==== Data for review

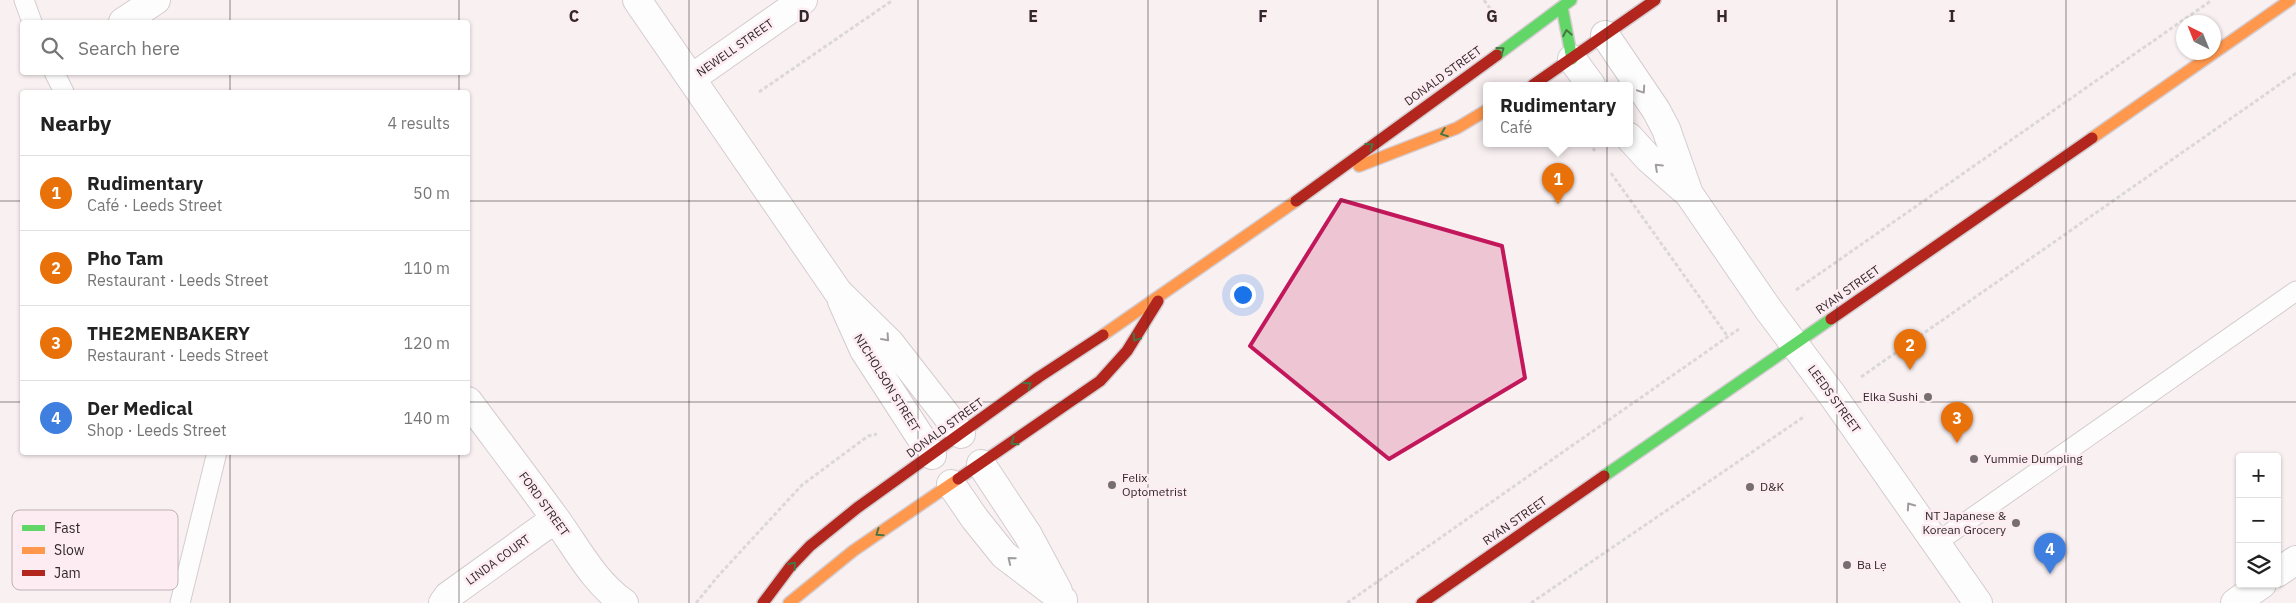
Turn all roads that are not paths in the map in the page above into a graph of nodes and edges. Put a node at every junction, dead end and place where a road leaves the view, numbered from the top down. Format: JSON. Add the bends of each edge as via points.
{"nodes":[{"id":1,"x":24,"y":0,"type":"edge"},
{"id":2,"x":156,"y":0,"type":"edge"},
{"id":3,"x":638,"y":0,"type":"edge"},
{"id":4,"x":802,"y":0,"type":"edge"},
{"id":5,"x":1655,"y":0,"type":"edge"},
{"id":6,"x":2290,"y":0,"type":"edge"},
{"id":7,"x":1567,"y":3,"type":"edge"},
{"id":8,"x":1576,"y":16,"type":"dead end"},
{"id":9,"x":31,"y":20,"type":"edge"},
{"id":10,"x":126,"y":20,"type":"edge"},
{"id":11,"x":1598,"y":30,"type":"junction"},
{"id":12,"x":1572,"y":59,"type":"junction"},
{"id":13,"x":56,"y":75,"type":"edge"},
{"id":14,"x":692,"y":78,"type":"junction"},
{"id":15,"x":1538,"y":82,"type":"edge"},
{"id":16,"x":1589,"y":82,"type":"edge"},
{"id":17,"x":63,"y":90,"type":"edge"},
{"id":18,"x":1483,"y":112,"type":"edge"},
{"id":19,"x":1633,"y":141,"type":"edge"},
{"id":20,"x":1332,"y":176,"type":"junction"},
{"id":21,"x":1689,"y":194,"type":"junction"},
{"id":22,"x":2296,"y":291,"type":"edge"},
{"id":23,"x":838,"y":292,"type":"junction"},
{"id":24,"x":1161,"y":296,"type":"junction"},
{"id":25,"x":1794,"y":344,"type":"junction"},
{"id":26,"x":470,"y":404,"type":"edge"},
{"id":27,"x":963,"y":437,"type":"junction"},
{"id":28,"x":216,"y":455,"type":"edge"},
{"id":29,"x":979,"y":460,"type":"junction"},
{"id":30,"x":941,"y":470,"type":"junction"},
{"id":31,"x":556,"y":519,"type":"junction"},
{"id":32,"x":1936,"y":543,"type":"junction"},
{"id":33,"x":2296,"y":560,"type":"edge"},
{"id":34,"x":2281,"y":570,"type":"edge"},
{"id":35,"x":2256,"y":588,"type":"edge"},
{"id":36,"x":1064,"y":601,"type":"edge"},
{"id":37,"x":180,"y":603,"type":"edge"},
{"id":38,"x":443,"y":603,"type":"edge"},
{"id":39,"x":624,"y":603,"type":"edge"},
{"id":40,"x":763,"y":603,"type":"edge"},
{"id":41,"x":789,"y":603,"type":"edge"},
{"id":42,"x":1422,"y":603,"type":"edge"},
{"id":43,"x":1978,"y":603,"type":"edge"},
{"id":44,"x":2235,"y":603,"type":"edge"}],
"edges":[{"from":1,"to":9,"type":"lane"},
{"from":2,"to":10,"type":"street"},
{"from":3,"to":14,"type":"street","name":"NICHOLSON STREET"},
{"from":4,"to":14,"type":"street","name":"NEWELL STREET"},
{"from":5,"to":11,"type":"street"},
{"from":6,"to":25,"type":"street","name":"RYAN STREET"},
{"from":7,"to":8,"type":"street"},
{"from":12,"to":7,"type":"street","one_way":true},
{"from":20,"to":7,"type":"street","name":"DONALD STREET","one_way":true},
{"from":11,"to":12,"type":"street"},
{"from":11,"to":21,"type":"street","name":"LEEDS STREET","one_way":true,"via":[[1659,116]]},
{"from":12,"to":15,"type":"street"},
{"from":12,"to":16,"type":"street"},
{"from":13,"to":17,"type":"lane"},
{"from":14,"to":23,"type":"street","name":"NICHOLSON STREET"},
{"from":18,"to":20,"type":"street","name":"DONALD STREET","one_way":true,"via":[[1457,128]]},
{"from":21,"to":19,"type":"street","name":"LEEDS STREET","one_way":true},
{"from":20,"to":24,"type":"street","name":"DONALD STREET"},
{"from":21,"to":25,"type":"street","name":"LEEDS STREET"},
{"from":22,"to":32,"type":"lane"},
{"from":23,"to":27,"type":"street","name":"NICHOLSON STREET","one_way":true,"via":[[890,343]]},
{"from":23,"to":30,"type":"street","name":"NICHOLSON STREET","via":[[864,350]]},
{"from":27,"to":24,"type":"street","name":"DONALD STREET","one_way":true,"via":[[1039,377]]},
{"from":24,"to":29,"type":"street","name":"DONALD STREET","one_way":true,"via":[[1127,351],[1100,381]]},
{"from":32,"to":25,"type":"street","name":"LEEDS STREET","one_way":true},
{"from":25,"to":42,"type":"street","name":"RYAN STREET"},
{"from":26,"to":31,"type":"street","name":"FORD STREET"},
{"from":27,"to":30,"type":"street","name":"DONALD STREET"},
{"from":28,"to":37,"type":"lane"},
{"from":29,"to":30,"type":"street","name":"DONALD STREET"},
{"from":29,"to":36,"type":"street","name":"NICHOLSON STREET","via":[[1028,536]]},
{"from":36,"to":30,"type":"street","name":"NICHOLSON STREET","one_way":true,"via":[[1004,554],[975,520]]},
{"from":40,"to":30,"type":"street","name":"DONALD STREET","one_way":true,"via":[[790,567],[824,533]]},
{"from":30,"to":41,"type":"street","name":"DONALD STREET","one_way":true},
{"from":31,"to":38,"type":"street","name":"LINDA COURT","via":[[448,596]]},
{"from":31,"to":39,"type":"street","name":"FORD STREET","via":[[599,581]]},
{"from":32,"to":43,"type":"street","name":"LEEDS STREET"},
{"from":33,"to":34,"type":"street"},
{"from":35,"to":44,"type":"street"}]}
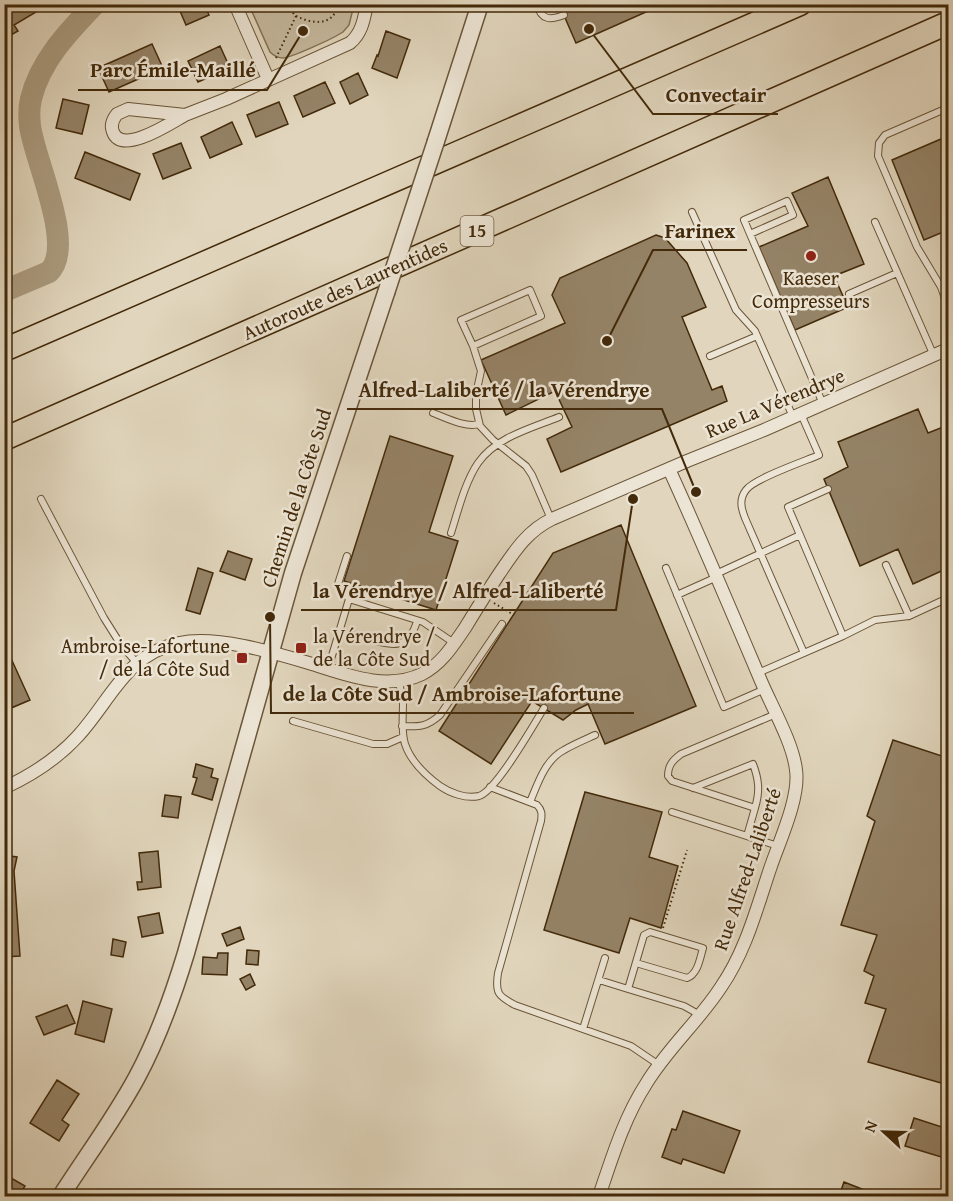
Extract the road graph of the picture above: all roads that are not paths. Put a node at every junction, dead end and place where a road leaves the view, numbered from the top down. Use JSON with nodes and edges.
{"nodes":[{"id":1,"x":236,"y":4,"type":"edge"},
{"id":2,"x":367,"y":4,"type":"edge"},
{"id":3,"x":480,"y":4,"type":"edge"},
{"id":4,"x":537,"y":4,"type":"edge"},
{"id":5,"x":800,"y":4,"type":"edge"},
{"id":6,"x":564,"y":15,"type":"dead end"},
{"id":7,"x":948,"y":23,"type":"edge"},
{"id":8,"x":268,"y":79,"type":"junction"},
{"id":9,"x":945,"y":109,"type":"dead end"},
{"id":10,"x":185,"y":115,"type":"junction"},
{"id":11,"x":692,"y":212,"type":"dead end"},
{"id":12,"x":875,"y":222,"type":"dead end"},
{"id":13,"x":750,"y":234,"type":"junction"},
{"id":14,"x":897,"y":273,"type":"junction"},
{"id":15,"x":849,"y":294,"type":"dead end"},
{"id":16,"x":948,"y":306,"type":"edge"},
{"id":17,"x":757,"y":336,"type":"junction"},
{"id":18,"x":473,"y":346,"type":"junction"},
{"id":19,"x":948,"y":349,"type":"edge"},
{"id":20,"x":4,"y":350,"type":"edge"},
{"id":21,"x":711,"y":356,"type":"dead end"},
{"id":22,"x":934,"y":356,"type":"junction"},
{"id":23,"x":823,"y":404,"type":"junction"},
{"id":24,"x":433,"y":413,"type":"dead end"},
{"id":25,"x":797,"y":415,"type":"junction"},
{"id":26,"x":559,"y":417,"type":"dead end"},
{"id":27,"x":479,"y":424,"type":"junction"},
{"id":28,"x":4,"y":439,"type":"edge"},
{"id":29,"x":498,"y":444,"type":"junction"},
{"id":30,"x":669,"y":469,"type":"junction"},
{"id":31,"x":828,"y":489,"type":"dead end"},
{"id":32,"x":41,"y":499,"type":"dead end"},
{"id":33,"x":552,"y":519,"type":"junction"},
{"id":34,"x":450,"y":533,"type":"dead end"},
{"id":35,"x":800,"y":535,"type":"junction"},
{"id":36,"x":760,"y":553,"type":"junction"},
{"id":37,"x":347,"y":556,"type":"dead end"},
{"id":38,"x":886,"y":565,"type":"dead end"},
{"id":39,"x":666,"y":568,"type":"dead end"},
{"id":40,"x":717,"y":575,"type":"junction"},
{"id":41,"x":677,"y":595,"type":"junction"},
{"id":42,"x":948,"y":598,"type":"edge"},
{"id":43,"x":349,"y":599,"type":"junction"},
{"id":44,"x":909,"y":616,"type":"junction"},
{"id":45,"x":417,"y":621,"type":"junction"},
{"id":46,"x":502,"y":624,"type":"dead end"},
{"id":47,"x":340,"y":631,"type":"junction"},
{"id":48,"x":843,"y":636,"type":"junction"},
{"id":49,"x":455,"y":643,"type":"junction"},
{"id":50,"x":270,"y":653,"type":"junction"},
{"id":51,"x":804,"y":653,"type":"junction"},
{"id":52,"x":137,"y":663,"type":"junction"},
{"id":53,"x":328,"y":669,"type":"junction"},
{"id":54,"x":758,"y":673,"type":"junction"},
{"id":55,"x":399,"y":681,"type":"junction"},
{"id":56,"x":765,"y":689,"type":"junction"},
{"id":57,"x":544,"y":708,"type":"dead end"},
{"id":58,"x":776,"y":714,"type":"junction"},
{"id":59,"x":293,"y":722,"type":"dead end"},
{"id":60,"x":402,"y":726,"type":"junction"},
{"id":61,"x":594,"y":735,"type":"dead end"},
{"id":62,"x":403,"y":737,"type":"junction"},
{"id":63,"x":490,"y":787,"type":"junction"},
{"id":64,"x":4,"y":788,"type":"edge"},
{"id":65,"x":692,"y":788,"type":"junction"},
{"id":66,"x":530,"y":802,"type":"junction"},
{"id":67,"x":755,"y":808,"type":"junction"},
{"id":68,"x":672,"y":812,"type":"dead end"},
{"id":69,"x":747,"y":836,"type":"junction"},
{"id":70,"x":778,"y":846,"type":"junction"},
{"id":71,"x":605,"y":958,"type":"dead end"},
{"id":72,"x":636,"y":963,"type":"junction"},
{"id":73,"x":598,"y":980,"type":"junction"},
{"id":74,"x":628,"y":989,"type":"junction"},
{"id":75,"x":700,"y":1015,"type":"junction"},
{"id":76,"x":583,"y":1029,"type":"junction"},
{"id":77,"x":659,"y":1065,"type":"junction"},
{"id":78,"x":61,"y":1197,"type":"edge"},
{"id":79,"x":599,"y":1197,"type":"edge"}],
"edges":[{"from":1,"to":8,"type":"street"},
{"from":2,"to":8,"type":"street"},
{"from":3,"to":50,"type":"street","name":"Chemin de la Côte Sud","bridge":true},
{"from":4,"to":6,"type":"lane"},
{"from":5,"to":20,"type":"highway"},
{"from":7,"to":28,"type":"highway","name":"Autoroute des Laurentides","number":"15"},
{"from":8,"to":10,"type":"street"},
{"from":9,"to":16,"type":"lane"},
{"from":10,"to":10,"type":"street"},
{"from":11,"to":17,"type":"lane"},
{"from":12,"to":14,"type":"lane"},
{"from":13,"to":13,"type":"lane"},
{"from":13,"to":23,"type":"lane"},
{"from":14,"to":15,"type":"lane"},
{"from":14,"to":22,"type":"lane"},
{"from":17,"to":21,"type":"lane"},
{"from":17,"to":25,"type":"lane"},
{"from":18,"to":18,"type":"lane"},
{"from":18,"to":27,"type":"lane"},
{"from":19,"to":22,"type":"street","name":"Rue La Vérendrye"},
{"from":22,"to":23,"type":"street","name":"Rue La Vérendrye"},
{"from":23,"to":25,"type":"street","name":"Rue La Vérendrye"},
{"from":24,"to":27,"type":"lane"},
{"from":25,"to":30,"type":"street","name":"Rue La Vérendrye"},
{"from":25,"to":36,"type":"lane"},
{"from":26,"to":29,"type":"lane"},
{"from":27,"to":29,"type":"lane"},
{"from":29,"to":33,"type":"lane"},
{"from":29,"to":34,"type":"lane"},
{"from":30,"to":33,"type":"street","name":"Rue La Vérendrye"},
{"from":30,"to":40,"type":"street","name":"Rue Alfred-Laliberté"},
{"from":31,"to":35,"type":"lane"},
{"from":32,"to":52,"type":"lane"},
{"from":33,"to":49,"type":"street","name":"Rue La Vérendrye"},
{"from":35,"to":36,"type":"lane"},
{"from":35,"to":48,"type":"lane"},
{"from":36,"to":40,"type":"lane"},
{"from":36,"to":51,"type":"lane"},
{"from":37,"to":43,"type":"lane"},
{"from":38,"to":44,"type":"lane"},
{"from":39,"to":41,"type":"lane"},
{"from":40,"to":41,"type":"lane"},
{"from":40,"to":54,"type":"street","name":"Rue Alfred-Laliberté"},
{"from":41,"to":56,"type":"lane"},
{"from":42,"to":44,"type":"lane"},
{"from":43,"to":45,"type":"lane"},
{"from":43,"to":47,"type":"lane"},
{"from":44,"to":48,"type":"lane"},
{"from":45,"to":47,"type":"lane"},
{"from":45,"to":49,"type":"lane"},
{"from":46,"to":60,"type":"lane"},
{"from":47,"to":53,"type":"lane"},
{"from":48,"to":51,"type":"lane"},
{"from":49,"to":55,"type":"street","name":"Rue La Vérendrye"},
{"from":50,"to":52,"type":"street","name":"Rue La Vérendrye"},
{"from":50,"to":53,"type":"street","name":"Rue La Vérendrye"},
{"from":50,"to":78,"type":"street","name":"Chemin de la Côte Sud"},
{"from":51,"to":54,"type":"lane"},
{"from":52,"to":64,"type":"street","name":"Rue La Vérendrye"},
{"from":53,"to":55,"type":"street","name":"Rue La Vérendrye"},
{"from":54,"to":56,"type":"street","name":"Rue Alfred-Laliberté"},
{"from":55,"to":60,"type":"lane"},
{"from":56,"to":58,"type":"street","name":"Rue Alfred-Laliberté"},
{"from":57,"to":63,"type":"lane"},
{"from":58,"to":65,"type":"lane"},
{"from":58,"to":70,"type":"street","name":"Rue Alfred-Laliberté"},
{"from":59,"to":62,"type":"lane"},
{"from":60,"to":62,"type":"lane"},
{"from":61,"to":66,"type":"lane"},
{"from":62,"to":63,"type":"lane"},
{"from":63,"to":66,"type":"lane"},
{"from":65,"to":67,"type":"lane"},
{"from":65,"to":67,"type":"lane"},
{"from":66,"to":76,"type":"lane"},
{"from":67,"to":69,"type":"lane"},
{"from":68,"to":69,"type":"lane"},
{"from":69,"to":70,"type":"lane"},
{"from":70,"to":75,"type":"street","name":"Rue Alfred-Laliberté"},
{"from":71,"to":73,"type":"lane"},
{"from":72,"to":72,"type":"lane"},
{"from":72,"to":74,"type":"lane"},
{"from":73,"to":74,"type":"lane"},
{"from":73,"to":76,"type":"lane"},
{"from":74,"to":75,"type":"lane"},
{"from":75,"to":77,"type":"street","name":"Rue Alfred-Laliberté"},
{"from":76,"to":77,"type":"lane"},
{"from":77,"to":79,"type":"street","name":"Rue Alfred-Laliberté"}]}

========

• **Exercise directions**
Show all lines from the data above in which the word "place" appears.

• **Solved problem**
Turn all roads that are not paths in the map in the page above into a graph of nodes and edges. Put a node at every junction, dead end and place where a road leaves the view, numbered from the top down. Format: JSON. Add the bends of each edge as via points.
Extract the road graph of the picture above: all roads that are not paths. Put a node at every junction, dead end and place where a road leaves the view, numbered from the top down. Use JSON with nodes and edges.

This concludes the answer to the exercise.